BEGIN Data records

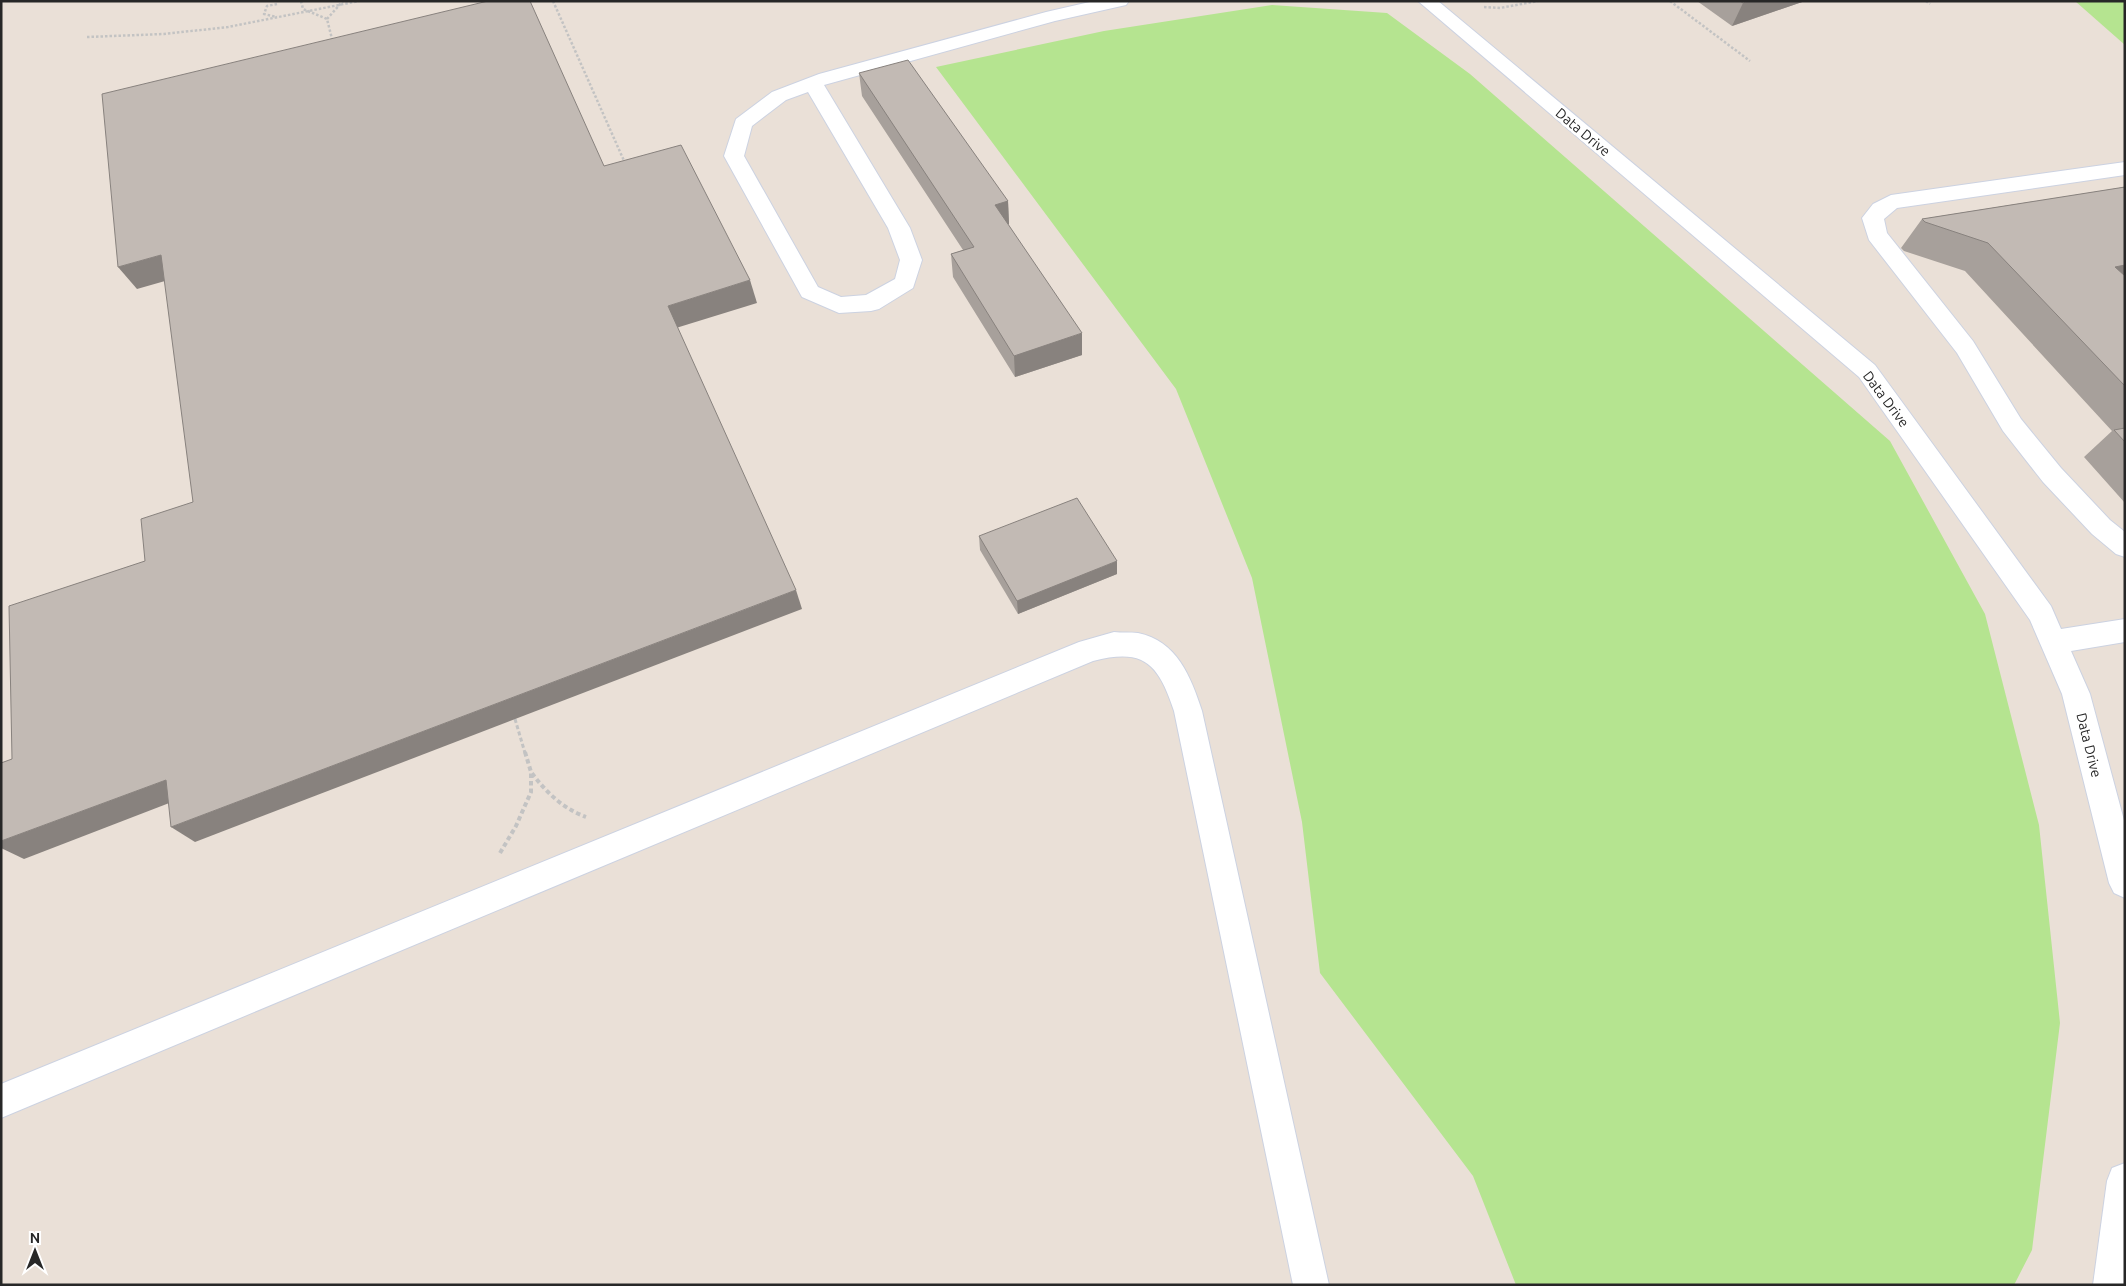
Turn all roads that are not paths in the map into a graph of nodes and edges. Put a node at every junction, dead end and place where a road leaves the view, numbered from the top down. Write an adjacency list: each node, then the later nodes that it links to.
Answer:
1 (1120, 1): 3 (street)
2 (1427, 1): 7 (street, Data Drive)
3 (813, 83): 3 (street)
4 (2125, 168): 5 (street)
5 (2125, 547)
6 (2125, 630): 7 (street)
7 (2054, 642): 8 (street, Data Drive)
8 (2125, 883)
9 (1, 1101): 11 (street)
10 (2125, 1181): 12 (street)
11 (1312, 1285)
12 (2111, 1285)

END Data records

Exercise requirements. Retype the records verbatim, but not their images.

Output.
Turn all roads that are not paths in the map into a graph of nodes and edges. Put a node at every junction, dead end and place where a road leaves the view, numbered from the top down. Write an adjacency list: each node, then the later nodes that it links to.
Answer:
1 (1120, 1): 3 (street)
2 (1427, 1): 7 (street, Data Drive)
3 (813, 83): 3 (street)
4 (2125, 168): 5 (street)
5 (2125, 547)
6 (2125, 630): 7 (street)
7 (2054, 642): 8 (street, Data Drive)
8 (2125, 883)
9 (1, 1101): 11 (street)
10 (2125, 1181): 12 (street)
11 (1312, 1285)
12 (2111, 1285)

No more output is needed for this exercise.